Ici, dans mon esprit, je retrouve mes racines.
- Je t’attendais Lothar.
La voix résonna directement dans ma tête mais je m’étais habitué à cette façon de communiquer. Ces derniers jours, j’avais passé beaucoup de temps en compagnie de Loup. A ses côtés, je commençais mon long apprentissage qui m’apporterait la compréhension et le contrôle de ma seconde nature plus bestiale. L’homme et le loup ne devaient faire qu’un. Mais l’homme que j’étais il y a encore quelques jours avait été séparé pendant trop longtemps de son autre facette. Même s’il me semblait parfois sentir la présence de quelque chose de beaucoup plus ancien et sauvage dans mon esprit, jamais je n’aurais pu imaginer quelle était ma véritable nature ! Depuis mon éveil, je suis à nouveau moi-même, je redeviens un. Mes sens se font plus aiguisés : mon odorat, mon ouïe, ma vue ; ma perception du monde qui m’entoure s’est retrouvée bouleversée. Mais le chemin qu’il me reste à parcourir est encore long. Et pourtant, le temps nous presse. La sécurité que nous offrent ces murs n’est qu’éphémère. Le danger rôde tout autour de nous, tapi dans l’obscurité, attendant le moment propice pour jaillir de sa cachette et frapper.

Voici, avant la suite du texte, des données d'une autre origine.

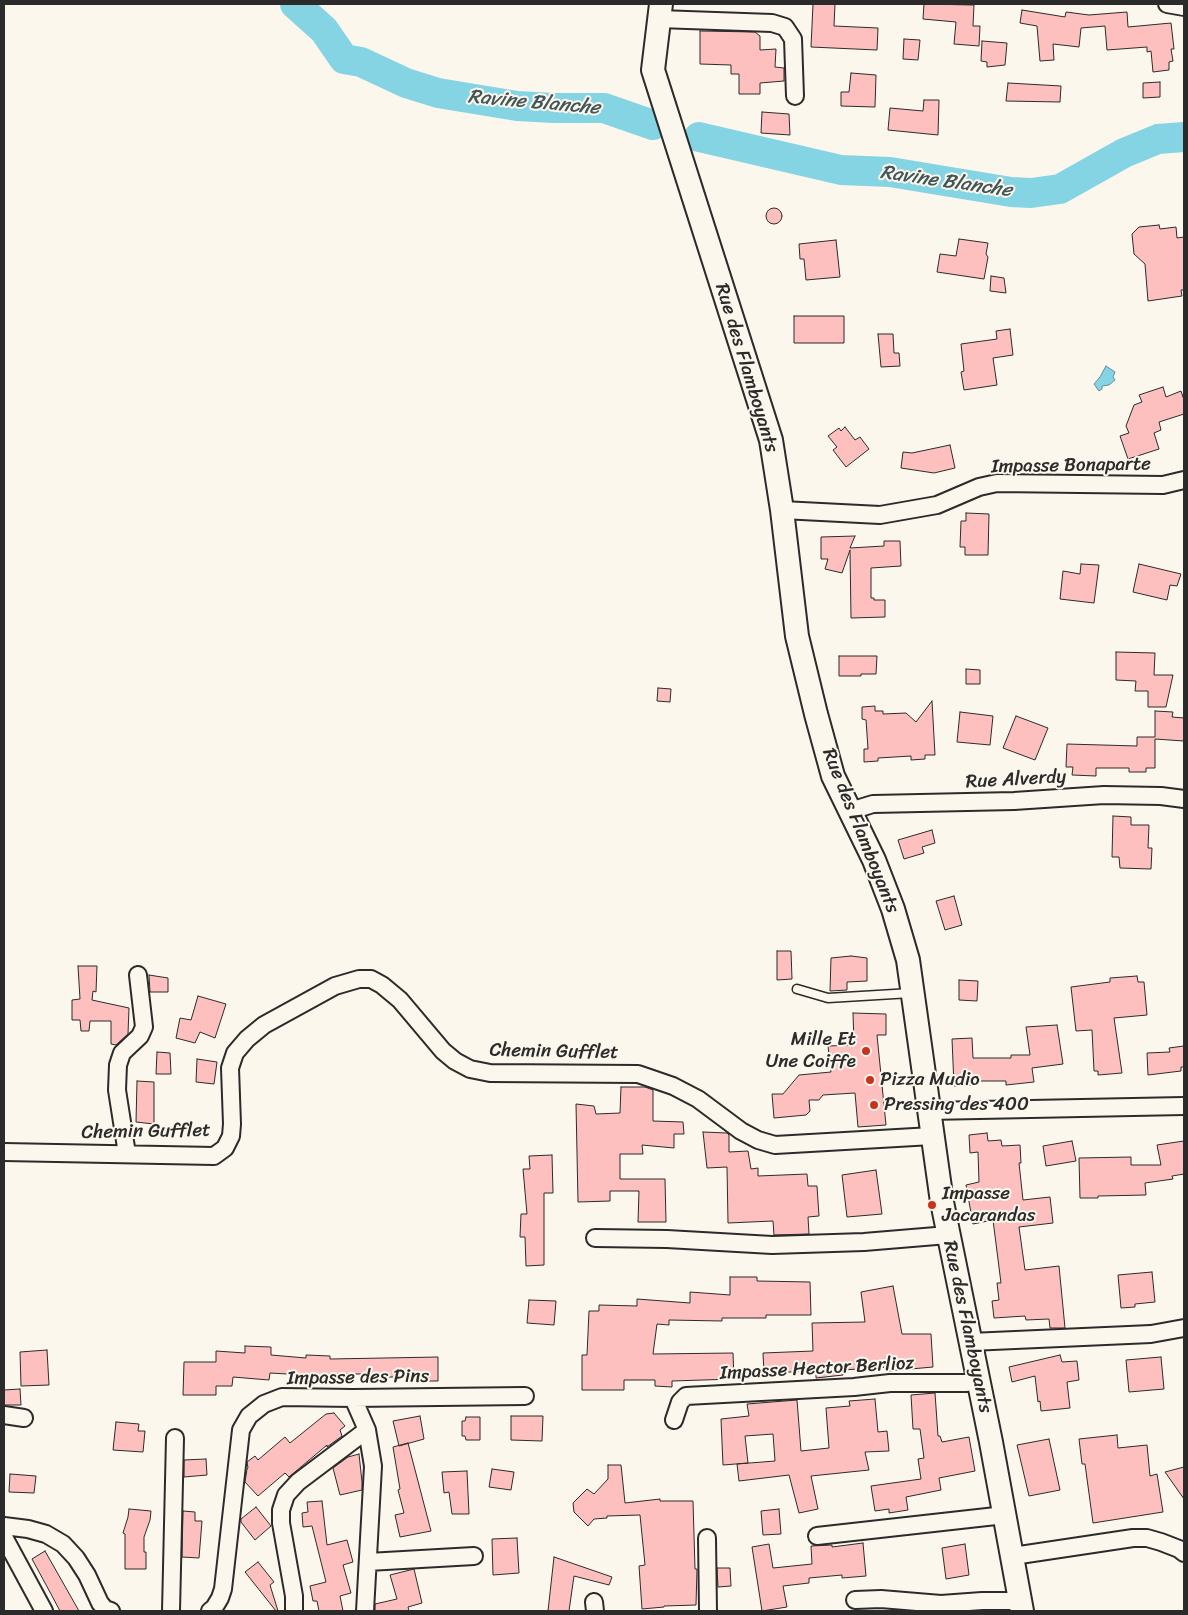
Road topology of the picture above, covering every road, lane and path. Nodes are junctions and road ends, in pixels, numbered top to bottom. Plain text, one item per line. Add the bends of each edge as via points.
1 (1167, 4) edge
2 (1184, 7) edge
3 (660, 11) edge
4 (795, 96) dead end
5 (1184, 480) edge
6 (782, 510) junction
7 (1184, 799) edge
8 (850, 812) junction
9 (138, 975) dead end
10 (797, 989) dead end
11 (912, 992) junction
12 (1184, 1106) edge
13 (928, 1111) junction
14 (932, 1136) junction
15 (4, 1152) edge
16 (127, 1154) junction
17 (948, 1234) junction
18 (595, 1238) dead end
19 (1184, 1328) edge
20 (970, 1342) junction
21 (978, 1381) junction
22 (525, 1396) dead end
23 (353, 1398) junction
24 (4, 1415) edge
25 (24, 1418) dead end
26 (674, 1420) dead end
27 (367, 1430) junction
28 (175, 1438) dead end
29 (1005, 1515) junction
30 (4, 1526) edge
31 (817, 1536) dead end
32 (4, 1537) edge
33 (706, 1538) dead end
34 (1184, 1553) edge
35 (474, 1556) dead end
36 (1013, 1556) junction
37 (368, 1562) junction
38 (855, 1600) dead end
39 (1021, 1606) edge
40 (44, 1611) edge
41 (111, 1611) edge
42 (171, 1611) edge
43 (210, 1611) edge
44 (294, 1611) edge
45 (365, 1611) edge
46 (708, 1611) edge

1 - 2 street
3 - 4 street via 785,27 793,39
3 - 6 main road, Rue des Flamboyants via 653,70 771,440
5 - 6 street, Impasse Bonaparte via 1163,485 997,483 979,487 937,506 880,515
6 - 8 main road, Rue des Flamboyants via 797,636 833,776
7 - 8 street, Rue Alverdy via 1104,795 1014,802 872,804
8 - 11 main road, Rue des Flamboyants via 874,860 893,910 908,960
9 - 16 street via 144,1027 140,1036 122,1053 118,1065 118,1090
10 - 11 lane via 828,998
11 - 13 main road, Rue des Flamboyants
12 - 13 street
13 - 14 main road, Rue des Flamboyants
14 - 16 street, Chemin Gufflet via 775,1145 740,1131 698,1099 638,1074 490,1073 470,1069 443,1051 400,1000 382,985 359,979 335,986 264,1025 235,1053 230,1068 231,1136 225,1148 214,1156
14 - 17 main road, Rue des Flamboyants
15 - 16 street, Chemin Gufflet
17 - 18 street via 864,1242 772,1245
17 - 20 main road, Rue des Flamboyants
19 - 20 street via 1151,1334
20 - 21 main road, Rue des Flamboyants
21 - 26 street, Impasse Hector Berlioz via 686,1396 680,1402
21 - 29 main road, Rue des Flamboyants
22 - 23 street, Impasse des Pins
23 - 27 street
23 - 43 street, Impasse des Pins via 282,1397 264,1404 249,1416 241,1430 223,1589
24 - 25 street
27 - 37 street via 373,1466
27 - 44 street via 298,1482 286,1495 281,1523
28 - 42 street
29 - 31 street
29 - 36 main road, Rue des Flamboyants
30 - 41 street via 46,1534 63,1544 76,1558 100,1603
32 - 40 street
33 - 46 street
34 - 36 street via 1161,1542 1133,1538
35 - 37 street
36 - 39 main road, Rue des Flamboyants
37 - 45 street
38 - 39 street via 941,1604 982,1601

- De graves évènements se préparent. La Meute est divisée. Bientôt les rivaux devront se faire face car il ne peut y avoir qu’un seul chef.
- Ainsi, tu connais l’identité du meneur du Cercle Primaire ?
- Oui, un ennemi que ton frère Karson a appris à redouter. Mais ce n’est pas de cela que je désire parler...
- Y-a-t-il autre chose que je doive savoir ?
L’air se troubla devant moi et je pouvais apercevoir une image qui se forma peu à peu. Des murs se dessinaient, un rempart de bois, ces maisons...Friisburg ! Une silhouette se détacha dans la pénombre, son allure me sembla familière. Il se retourna comme s’il avait senti ma présence et la pâle lueur de la lune me révéla son visage. Mon sang ne fit qu’un tour quand je reconnus Victor. Mais que faisait-il là-bas ? La réponse fut fulgurante et me frappa en plein cœur.
- Laars ! »
Je me réveillai en sursaut, le visage baigné de sueur. Il me fallut quelques instants pour reprendre mes esprits. Tout autour de moi, la brume s’estompa et je retrouvai le décor familier de la chambre d’hôte du Manoir. Mon cœur se calma peu à peu mais les échos de cette dernière révélation résonnaient encore dans mon esprit. Laars courait un grave danger si jamais le Cercle Primaire mettait la main sur lui. Il fallait que j’agisse. Je descendis de mon lit, encore un peu hagard. Puis, je passai dans la salle à côté, me guidant dans l’obscurité comme en plein jour. Je pénétrai dans le baquet qui se tenait au centre de la pièce. Le contact brutal avec l’eau glacée m’éclaircit les idées et je pus enfin réfléchir calmement à ce que je devais faire.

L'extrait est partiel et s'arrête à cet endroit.